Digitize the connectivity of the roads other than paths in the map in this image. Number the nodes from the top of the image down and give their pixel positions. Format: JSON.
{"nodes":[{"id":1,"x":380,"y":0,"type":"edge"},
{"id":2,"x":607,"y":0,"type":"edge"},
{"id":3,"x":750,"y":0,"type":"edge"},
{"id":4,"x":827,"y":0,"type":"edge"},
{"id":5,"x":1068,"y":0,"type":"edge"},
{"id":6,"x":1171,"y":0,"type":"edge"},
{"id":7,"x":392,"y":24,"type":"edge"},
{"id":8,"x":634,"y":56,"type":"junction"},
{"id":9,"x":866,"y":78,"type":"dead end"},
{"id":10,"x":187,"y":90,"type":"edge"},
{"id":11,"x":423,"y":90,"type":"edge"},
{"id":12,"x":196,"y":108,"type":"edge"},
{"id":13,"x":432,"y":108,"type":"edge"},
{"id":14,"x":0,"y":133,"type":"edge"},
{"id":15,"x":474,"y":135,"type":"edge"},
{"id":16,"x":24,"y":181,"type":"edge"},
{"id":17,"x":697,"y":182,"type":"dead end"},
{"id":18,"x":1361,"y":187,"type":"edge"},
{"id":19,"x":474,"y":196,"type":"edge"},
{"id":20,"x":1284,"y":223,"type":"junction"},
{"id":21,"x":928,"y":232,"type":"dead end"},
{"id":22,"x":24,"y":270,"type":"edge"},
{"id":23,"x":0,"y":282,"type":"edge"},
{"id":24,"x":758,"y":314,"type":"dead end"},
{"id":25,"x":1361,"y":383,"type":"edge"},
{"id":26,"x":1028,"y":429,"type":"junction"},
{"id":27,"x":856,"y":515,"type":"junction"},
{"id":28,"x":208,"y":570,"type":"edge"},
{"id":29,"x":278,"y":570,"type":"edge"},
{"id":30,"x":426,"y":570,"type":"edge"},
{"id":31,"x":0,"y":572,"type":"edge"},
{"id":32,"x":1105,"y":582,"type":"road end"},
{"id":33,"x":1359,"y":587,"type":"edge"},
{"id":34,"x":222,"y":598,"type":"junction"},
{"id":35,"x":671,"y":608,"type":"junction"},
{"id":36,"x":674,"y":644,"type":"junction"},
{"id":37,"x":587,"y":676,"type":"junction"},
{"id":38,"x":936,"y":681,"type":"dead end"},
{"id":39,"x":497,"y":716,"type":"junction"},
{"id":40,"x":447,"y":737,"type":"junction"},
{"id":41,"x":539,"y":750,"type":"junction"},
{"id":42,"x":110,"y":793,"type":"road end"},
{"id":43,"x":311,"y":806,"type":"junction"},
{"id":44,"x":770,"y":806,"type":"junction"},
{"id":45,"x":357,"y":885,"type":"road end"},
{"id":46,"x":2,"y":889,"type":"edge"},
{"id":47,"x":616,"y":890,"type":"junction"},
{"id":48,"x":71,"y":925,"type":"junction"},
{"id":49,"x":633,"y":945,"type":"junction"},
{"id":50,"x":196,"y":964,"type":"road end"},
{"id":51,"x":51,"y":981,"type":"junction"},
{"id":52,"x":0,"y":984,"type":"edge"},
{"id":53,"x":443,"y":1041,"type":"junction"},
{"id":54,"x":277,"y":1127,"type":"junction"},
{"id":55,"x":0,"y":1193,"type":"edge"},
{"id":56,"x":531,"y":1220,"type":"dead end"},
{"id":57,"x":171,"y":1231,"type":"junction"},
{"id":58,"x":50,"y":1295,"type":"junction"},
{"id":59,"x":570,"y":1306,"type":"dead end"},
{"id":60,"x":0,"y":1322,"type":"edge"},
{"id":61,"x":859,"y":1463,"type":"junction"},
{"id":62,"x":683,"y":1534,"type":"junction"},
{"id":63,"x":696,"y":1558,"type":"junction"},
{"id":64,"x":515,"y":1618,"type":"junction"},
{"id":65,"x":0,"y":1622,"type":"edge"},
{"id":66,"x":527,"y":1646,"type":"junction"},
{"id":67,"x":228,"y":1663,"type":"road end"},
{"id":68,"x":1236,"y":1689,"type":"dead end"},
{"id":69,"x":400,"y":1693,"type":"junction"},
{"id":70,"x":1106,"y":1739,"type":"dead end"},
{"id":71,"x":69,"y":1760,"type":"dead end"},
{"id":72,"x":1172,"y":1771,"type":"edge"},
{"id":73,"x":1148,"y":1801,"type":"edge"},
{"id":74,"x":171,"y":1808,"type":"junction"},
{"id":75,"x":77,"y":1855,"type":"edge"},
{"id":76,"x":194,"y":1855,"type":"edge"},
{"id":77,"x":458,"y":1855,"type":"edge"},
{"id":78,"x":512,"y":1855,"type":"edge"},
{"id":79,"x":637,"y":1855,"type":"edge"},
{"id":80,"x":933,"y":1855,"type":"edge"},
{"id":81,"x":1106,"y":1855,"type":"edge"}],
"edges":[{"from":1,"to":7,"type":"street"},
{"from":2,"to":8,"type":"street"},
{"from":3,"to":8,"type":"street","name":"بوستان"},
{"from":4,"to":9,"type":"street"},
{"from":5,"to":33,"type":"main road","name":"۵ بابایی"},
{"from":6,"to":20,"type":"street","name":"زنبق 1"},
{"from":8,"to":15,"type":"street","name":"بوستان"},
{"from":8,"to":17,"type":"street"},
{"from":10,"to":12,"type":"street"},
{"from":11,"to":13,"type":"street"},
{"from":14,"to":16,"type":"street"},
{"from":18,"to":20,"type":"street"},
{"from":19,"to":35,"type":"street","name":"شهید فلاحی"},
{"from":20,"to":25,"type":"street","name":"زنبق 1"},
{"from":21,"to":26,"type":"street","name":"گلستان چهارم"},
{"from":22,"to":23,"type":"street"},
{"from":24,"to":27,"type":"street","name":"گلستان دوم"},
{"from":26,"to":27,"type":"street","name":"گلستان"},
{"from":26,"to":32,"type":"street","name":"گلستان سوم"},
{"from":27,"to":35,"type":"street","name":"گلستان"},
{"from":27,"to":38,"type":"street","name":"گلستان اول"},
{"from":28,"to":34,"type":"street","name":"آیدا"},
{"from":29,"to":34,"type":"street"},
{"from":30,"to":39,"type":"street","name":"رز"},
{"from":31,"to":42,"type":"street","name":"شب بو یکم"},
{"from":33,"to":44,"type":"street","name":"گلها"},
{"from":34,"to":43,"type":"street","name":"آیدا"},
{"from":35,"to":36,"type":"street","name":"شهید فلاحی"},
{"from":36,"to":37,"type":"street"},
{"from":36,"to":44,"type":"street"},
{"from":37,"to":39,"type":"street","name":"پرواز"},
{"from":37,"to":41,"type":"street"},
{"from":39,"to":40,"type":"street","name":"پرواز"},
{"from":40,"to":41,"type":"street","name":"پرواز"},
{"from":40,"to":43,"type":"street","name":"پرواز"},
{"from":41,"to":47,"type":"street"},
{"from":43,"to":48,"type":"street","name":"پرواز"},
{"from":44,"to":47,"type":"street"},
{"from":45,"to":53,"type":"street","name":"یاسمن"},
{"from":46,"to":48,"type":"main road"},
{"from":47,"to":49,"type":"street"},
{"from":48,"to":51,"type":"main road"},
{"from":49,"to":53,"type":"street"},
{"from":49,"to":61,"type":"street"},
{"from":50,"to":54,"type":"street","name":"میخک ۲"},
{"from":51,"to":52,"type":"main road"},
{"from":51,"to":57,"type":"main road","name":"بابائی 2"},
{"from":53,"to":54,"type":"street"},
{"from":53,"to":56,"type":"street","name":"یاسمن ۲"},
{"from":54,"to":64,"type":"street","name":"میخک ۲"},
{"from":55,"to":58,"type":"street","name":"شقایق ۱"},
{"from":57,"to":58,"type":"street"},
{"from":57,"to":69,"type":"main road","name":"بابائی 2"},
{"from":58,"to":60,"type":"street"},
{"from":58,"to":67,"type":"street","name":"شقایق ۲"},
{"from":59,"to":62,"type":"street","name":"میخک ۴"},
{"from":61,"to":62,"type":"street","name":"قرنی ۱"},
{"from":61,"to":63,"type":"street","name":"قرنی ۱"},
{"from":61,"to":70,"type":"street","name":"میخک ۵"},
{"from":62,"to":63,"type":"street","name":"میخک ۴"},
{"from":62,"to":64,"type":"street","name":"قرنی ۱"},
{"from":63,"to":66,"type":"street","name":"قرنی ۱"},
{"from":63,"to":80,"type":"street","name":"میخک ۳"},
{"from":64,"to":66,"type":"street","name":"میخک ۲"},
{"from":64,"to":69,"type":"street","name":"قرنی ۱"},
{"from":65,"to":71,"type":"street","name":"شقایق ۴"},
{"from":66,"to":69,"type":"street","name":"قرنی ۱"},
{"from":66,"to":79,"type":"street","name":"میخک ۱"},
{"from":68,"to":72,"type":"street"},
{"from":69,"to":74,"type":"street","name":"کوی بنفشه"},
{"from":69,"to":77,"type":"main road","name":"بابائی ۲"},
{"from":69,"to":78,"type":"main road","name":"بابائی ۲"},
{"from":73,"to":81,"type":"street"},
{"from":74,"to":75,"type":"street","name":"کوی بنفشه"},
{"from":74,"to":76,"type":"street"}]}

## PROBLEM STATEMENT
The word to look for is "بابائی"; copy out every line of the entries that holds it.

## ANSWER SECTION
{"from":51,"to":57,"type":"main road","name":"بابائی 2"},
{"from":57,"to":69,"type":"main road","name":"بابائی 2"},
{"from":69,"to":77,"type":"main road","name":"بابائی ۲"},
{"from":69,"to":78,"type":"main road","name":"بابائی ۲"},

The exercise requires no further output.